Fun with gunpowder!

Xema: “Rockets”? Around here those are called “pipe bombs”. :stuck_out_tongue:

ANFO
All you need if a blasting cap :wink:

Thankfully blasting caps aren’t easy to get… of course, if you buy a significant quantity of AN, ‘They’ will know about it.

What about napalm? Two nights before my brother got married, we took a wild hair (and a bunch of whiskey) and decided to make napalm. A quick Google search and we had the basic recipe: gasoline and styrofoam. We mixed it together (BTW, use a metal container) and lit it off. Pretty exciting.

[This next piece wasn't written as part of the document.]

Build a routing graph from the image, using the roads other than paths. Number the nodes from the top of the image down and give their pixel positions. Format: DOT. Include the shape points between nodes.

Actually it wasn’t very exciting; it just burned for a long time. But it was cool because, being a couple of idiots, we didn’t know what was going to happen, so that was exciting. We worked on it, and if we’d been just a tad soberer, we’d have figured out how to make it into a rocket. (We figured it out the next day, but never got to actually do it. Yet.)

Anyhoo, that’s my story. Oh yeah, if you decide to make napalm with this very simple recipe, DO NOT BREATHE THE FUMES WHILE MIXING.

Cheers.

That reminds me of those indoor rockets I used to make as a kid. I say indoor because they were made from only one match with foil wrapped around the end (wrap foil around two matches head to head, and pull one out to give you the combustion tube). Rest the “rocket” on some sort of frame (cutlery or something), place a lit match under it, and FWOOM!

The result?

Absolutely nothing, usually. :slight_smile: All in all, a similar success rate to Xema’s endeavours. But the odd one or two would shoot part of the way across the room, finless and unguided. But they take about ten seconds to build, so nobody was too worried.

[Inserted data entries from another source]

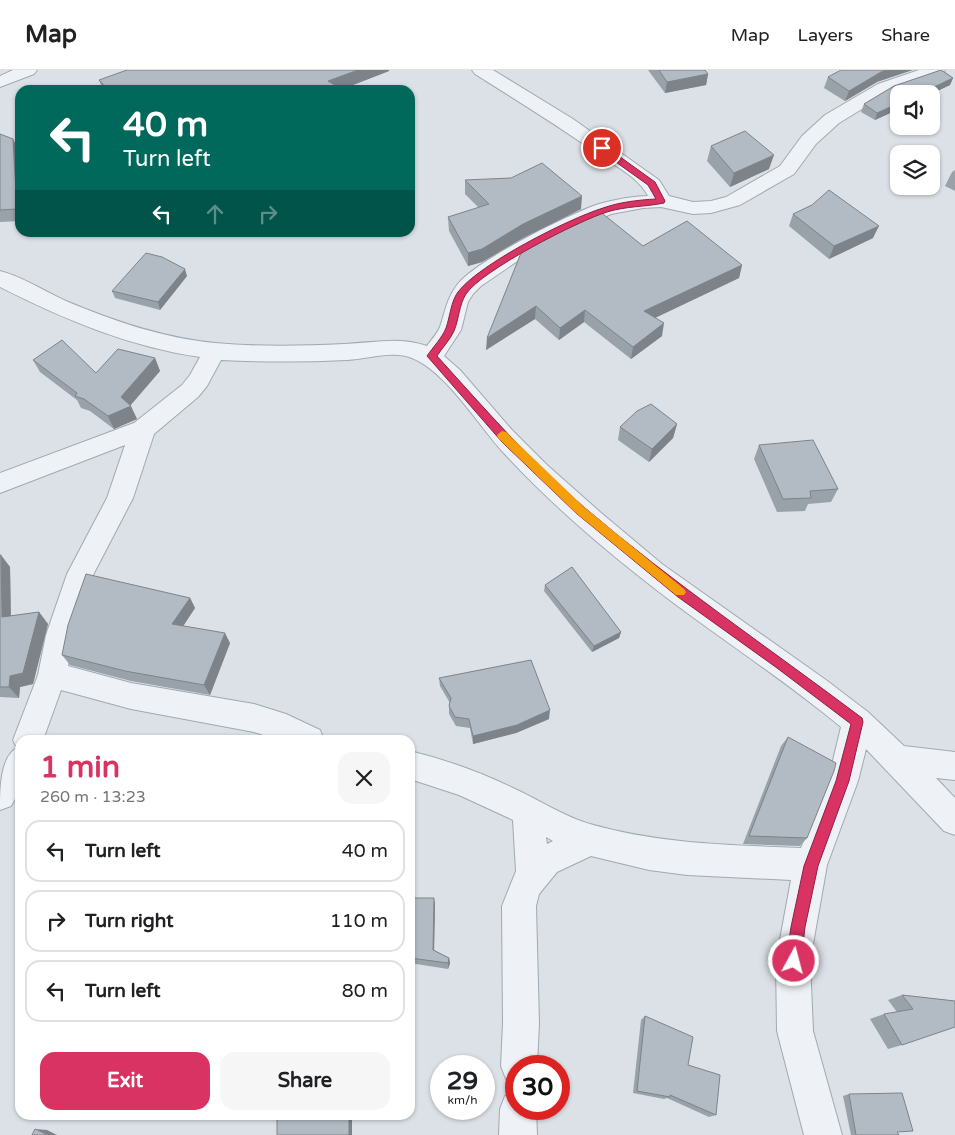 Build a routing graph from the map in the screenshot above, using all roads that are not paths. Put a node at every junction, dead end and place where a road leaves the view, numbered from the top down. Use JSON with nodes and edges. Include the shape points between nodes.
{"nodes":[{"id":1,"x":28,"y":70,"type":"edge"},
{"id":2,"x":481,"y":70,"type":"edge"},
{"id":3,"x":936,"y":70,"type":"edge"},
{"id":4,"x":0,"y":82,"type":"edge"},
{"id":5,"x":661,"y":201,"type":"junction"},
{"id":6,"x":0,"y":278,"type":"edge"},
{"id":7,"x":214,"y":352,"type":"junction"},
{"id":8,"x":432,"y":356,"type":"junction"},
{"id":9,"x":143,"y":429,"type":"junction"},
{"id":10,"x":0,"y":483,"type":"edge"},
{"id":11,"x":52,"y":675,"type":"junction"},
{"id":12,"x":857,"y":722,"type":"junction"},
{"id":13,"x":30,"y":735,"type":"edge"},
{"id":14,"x":299,"y":735,"type":"edge"},
{"id":15,"x":896,"y":758,"type":"junction"},
{"id":16,"x":955,"y":766,"type":"edge"},
{"id":17,"x":415,"y":767,"type":"edge"},
{"id":18,"x":15,"y":770,"type":"edge"},
{"id":19,"x":0,"y":795,"type":"edge"},
{"id":20,"x":528,"y":812,"type":"junction"},
{"id":21,"x":955,"y":820,"type":"edge"},
{"id":22,"x":590,"y":840,"type":"junction"},
{"id":23,"x":811,"y":866,"type":"junction"},
{"id":24,"x":533,"y":876,"type":"junction"},
{"id":25,"x":520,"y":1055,"type":"edge"},
{"id":26,"x":518,"y":1120,"type":"edge"},
{"id":27,"x":518,"y":1135,"type":"edge"},
{"id":28,"x":823,"y":1135,"type":"edge"}],
"edges":[{"from":1,"to":4,"type":"street"},
{"from":2,"to":5,"type":"street","via":[[636,172],[652,184]]},
{"from":3,"to":5,"type":"street","via":[[884,88],[832,119],[809,140],[787,170],[733,201],[693,208]]},
{"from":5,"to":8,"type":"street","via":[[606,210],[577,221],[512,255],[473,281],[461,294],[450,330]]},
{"from":6,"to":7,"type":"street","via":[[39,298],[123,330],[164,343]]},
{"from":7,"to":8,"type":"street","via":[[362,351],[392,346]]},
{"from":7,"to":9,"type":"street","via":[[190,391]]},
{"from":8,"to":12,"type":"street","via":[[512,446],[580,510],[682,594]]},
{"from":9,"to":10,"type":"street"},
{"from":9,"to":11,"type":"street","via":[[120,498],[80,574],[60,634]]},
{"from":11,"to":13,"type":"street"},
{"from":11,"to":14,"type":"street","via":[[131,696],[254,718]]},
{"from":12,"to":15,"type":"street"},
{"from":12,"to":23,"type":"street","via":[[843,781]]},
{"from":15,"to":16,"type":"street"},
{"from":15,"to":21,"type":"street"},
{"from":17,"to":20,"type":"street","via":[[480,789]]},
{"from":18,"to":19,"type":"street"},
{"from":20,"to":22,"type":"street"},
{"from":20,"to":24,"type":"street"},
{"from":22,"to":23,"type":"street","via":[[649,854]]},
{"from":22,"to":24,"type":"street","via":[[546,861]]},
{"from":23,"to":28,"type":"street","via":[[794,953],[793,1008],[795,1031]]},
{"from":24,"to":25,"type":"street","via":[[526,885],[519,906]]},
{"from":26,"to":27,"type":"street"}]}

TheLoadedDog: I used to make similar rockets, but I never tried to use them indoors and I had a different method of making the nozzle.

I’d tightly wrap a very small piece of aluminum foil around the head of a match. Then I’d make a hole in the back with a straight pin. The “launch pad” was made from a bent (os was it “unbent”?) paperclip. To ignite it I’d hold a match under the head of the rocket. It worked pretty well.

My father showed me another trick. I had a CO[sub]2[/sub] powered BB pistol. What to do with the empty cartridges? Using a syringe, we filled them about 2/3 full of water and pluged the end with a toothpick. We’d hold the cartidge over a flame with kitchen tongs until steam started to escape from around the toothpick. Removing the toothpick with a long tweezers, the cartridge would jet around under steam power.

Which reminds me of a toy I used to have. It was a styrofoam airplane with delta wings about 12 inches in span. It was powered by a “motor” that was simply an aluminum cylinder with a nozzle on the end. The motor was fueled by inserting a plastic tube in the nozzle and filling it with Freon gas. When the tube was removed the Freon would expand out of the nozzle and propel the airplane. I don’t know how many times I froze my thumb by not getting it out of the way in time. Of course, this was in the 1970s before we knew that Freon damages the atmosphere. Estes Model Rockets had a line of “Cold Power” rockets in the 1970s that used the same principle, but with more advanced motors. Obviously, the likes of these toys will never be seen again.

Estes Cold Power Rocket

Innate mail curiosity+ Explosives=loss of appendages and or property.

I survived my teenage years mainly due to luck. I went on to satisfy my explosive craving by enlisting in the Army Artillery. Nothing goes boom like a 200lb shell. And if that’s not enough for you, you get to burn the left over powder. I’ve seen these fires cause spontaneous combustion of dry wood and grass 15 feet away. A white-hot pillar of flame 20 feet tall. That’s the good stuff. I’m trying to remember why I ETS’d now.

Oh and match stick rockets, wrap the paper match and a needle together, one on top of the other. Slide the needle out. You get better direction and longer flights. My father taught me this when I was 8. There’s a reason I wasn’t allowed to get a chemistry set.